Shell plc has made sustained progress cutting emissions in recent years, though a commitment to maintain oil production through to 2030 could make reaching its short-term emissions targets a challenge.

Scope 1 and 2 emissions fell from 72 million tonnes of CO2e in 2016, the baseline year, to 51 million tonnes by 2022, Evaluate Energy data shows.

Net emissions intensity has also dropped — down 3.8 per cent in 2022, with a further six to eight per cent reduction projected in 2023 — a trend expected to accelerate in the decade ahead on the road to net zero.

The company says it is committed to achieving net zero emissions status by 2050.

Shell’s chief executive officer Wael Sawan updated investors on the group’s strategy during a June capital markets day, calling for “more value with less emissions” as it seeks to balance the need to supply secure energy and deliver investor returns, while it transitions to a low-carbon future.

The company recorded output of 1.5 million bbls/d during the first quarter of 2023 and sees this holding steady through to 2030.

Sawan also flagged Shell’s commitment to its gas business and maintaining its status as one of the world’s leading liquefied natural gas (LNG) players.

There has been a clear effort to cut emissions from all corners of Shell’s sprawling global business.

The company has been successful in cleaning up its Chemicals & Products business where emissions have been reduced from 46 million tonnes of CO2e in 2016 to 32 million tonnes by 2022 (see graph below).

Upstream emissions have also declined consistently over the same period, though its Integrated Gas unit has seen little change.

In October 2021, Shell set a target to reduce absolute emissions by 50 per cent by 2030, compared to 2016 levels, as part of its net zero pathway.

It estimates its absolute emissions peaked in 2018 at around 1.73 gigatonnes of carbon dioxide equivalent (GtCO2e) per annum (gtpa).

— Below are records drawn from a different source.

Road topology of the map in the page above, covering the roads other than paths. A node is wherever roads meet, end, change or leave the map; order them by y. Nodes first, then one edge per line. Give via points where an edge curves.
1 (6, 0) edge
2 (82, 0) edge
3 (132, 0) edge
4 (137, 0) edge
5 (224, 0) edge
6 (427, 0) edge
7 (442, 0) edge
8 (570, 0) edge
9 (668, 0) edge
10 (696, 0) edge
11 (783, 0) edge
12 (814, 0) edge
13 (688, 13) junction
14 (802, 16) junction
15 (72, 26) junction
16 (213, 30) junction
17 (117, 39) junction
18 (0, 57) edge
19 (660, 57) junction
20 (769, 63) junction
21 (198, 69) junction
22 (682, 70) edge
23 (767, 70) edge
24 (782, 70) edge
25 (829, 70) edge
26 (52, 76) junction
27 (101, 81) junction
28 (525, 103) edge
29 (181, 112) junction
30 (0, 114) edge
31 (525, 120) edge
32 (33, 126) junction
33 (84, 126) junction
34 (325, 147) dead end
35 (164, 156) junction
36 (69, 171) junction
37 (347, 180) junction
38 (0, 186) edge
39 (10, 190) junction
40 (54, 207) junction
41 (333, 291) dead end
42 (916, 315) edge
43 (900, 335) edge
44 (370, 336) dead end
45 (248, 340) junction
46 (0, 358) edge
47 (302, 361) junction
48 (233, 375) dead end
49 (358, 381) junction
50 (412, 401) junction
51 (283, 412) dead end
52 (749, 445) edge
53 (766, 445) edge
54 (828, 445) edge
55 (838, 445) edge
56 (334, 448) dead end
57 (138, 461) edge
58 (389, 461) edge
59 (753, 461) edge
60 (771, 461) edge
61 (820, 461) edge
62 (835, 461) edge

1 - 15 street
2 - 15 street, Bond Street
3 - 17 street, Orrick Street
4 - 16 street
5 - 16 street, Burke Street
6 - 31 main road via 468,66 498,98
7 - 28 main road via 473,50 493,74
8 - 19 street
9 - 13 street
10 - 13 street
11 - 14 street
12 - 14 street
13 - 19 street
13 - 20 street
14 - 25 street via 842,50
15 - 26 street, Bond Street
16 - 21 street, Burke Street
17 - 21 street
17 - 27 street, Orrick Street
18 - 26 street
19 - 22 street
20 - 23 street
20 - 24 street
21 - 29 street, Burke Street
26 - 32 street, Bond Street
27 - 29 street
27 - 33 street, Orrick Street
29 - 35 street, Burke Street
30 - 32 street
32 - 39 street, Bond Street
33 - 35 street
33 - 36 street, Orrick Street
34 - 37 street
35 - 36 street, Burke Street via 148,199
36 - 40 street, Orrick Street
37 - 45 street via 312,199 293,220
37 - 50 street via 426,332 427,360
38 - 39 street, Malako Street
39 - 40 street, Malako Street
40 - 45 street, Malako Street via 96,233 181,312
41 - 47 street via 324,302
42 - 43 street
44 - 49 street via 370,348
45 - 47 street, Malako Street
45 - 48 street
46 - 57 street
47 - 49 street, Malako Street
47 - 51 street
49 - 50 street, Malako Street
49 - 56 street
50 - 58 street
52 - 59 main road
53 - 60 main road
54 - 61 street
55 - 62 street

By 2022, the total emissions were down to 1.2 gtpa.

The group also aims to achieve near-zero methane emissions by 2030 and to eliminate routine flaring from its upstream operations by 2025, moving faster than the World Bank’s Zero Routine Flaring 2030 initiative.

Sustaining output

Shell’s North American operations are integral to its oil and gas strategy and, consequently, its overall ESG record.

It says its Gulf of Mexico portfolio currently provides among the lowest GHG intensity in the world for producing oil.

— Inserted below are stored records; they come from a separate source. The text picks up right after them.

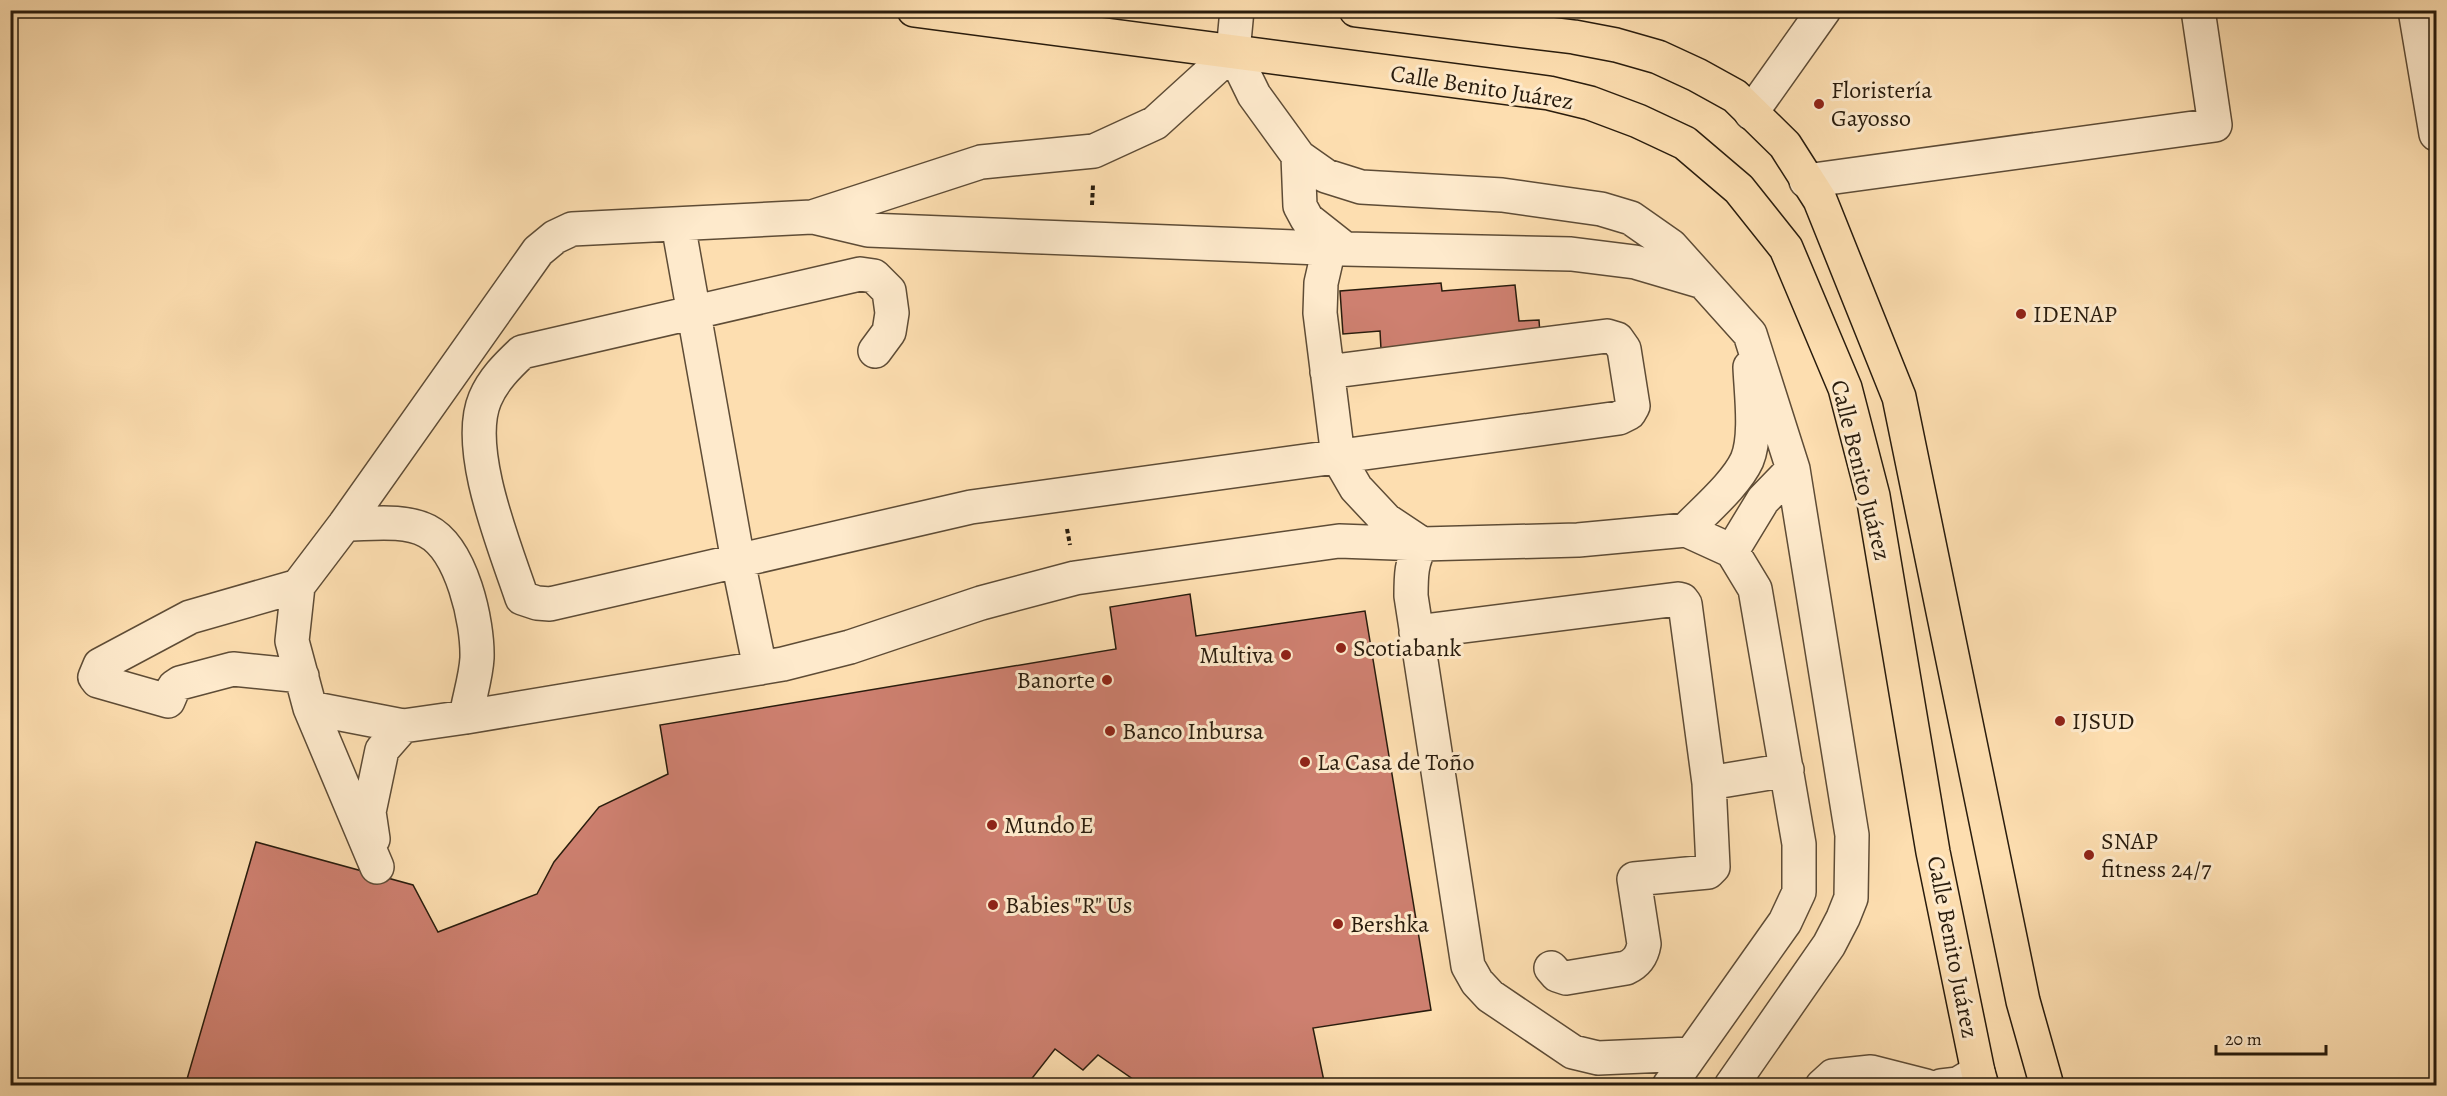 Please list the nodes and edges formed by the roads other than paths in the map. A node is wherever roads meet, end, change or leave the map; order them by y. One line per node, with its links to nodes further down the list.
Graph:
1 (914, 10): 7 (main road, Calle Benito Juárez)
2 (1237, 10): 7 (street)
3 (1356, 10): 8 (main road, Calle Benito Juárez)
4 (1824, 10): 8 (street)
5 (2198, 10): 11 (street)
6 (2415, 10): 9 (street)
7 (1233, 52): 10 (street); 12 (street); 38 (main road, Calle Benito Juárez)
8 (1751, 113): 11 (main road, Calle Benito Juárez)
9 (2436, 134)
10 (1298, 156): 14 (street); 15 (street)
11 (1806, 181): 44 (main road, Calle Benito Juárez)
12 (812, 217): 13 (street); 14 (street)
13 (678, 224): 16 (street); 22 (street)
14 (1337, 249): 15 (street); 19 (street)
15 (1703, 282): 17 (street)
16 (693, 311): 18 (street); 26 (street); 26 (street)
17 (1750, 334): 21 (street); 23 (street)
18 (875, 351)
19 (1327, 372): 20 (street); 20 (street)
20 (1338, 457): 24 (street); 26 (street)
21 (1793, 469): 25 (street); 40 (street)
22 (345, 525): 27 (street); 32 (street)
23 (1686, 530): 24 (street); 25 (street)
24 (1422, 544): 28 (street); 29 (street)
25 (1732, 551): 34 (street)
26 (738, 561): 29 (street)
27 (298, 586): 30 (street); 30 (street)
28 (1416, 632): 35 (street); 37 (street)
29 (760, 668): 32 (street)
30 (302, 676): 31 (street)
31 (310, 708): 33 (street); 33 (street)
32 (466, 717): 33 (street)
33 (403, 726)
34 (1787, 770): 35 (street); 37 (street)
35 (1709, 783): 36 (street)
36 (1551, 969)
37 (1690, 1054): 39 (street)
38 (1980, 1079): 43 (street)
39 (1669, 1086)
40 (1731, 1086)
41 (1822, 1086): 42 (street)
42 (1926, 1086)
43 (1941, 1086)
44 (2047, 1086)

In February, the company launched production from the deepwater Vito field, with an estimated peak production of 100,000 boe/d.

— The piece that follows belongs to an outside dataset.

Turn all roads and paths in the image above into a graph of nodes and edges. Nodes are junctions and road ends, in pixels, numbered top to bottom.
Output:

The original Vito design was re-scoped and simplified in 2015, resulting in a reduction of approximately 80 per cent in CO2 emissions over the lifetime of the facility, as well as significant cost savings.

Shell is also scheduled to launched production in 2024 from its Whale field, which is of a comparable size to Vito.

It will also see new production onstream from Brazil and Malaysia over the coming years.

On the gas side, Shell’s flagship LNG Canada project will also add 14mtpa of LNG output from the first two trains, with start-up expected in 2025.

Still spending big on transition technologies

Shell is also investing heavily in transition projects and technologies, from hydrogen to carbon capture and storage (CCS), across its global portfolio.

It plans to spend $10–$15 billion across 2023 to 2025 to support the development of low-carbon energy solutions including biofuels, hydrogen, electric vehicle charging and CCS.

In 2022, Shell increased the number of electric vehicle charge points it owned or operated worldwide by 62 per cent to around 139,000, up from 86,000 the previous year.

Other recent initiatives include a $1.6-billion investment in Indian renewable power developer Sprng Energy, and the final investment decision on the Holland Hydrogen 1 project in the Netherlands, set to be Europe’s largest renewable hydrogen plant.

It also this year completed the $2-billion acquisition of Denmark’s Nature Energy, which produces renewable natural gas.

Again, the U.S. is home to some of the group’s biggest low-carbon ventures, including Bovarious and Galloway, two dairy manure-to-renewable natural gas facilities located in Idaho and Kansas, respectively, with start-up expected within the coming year.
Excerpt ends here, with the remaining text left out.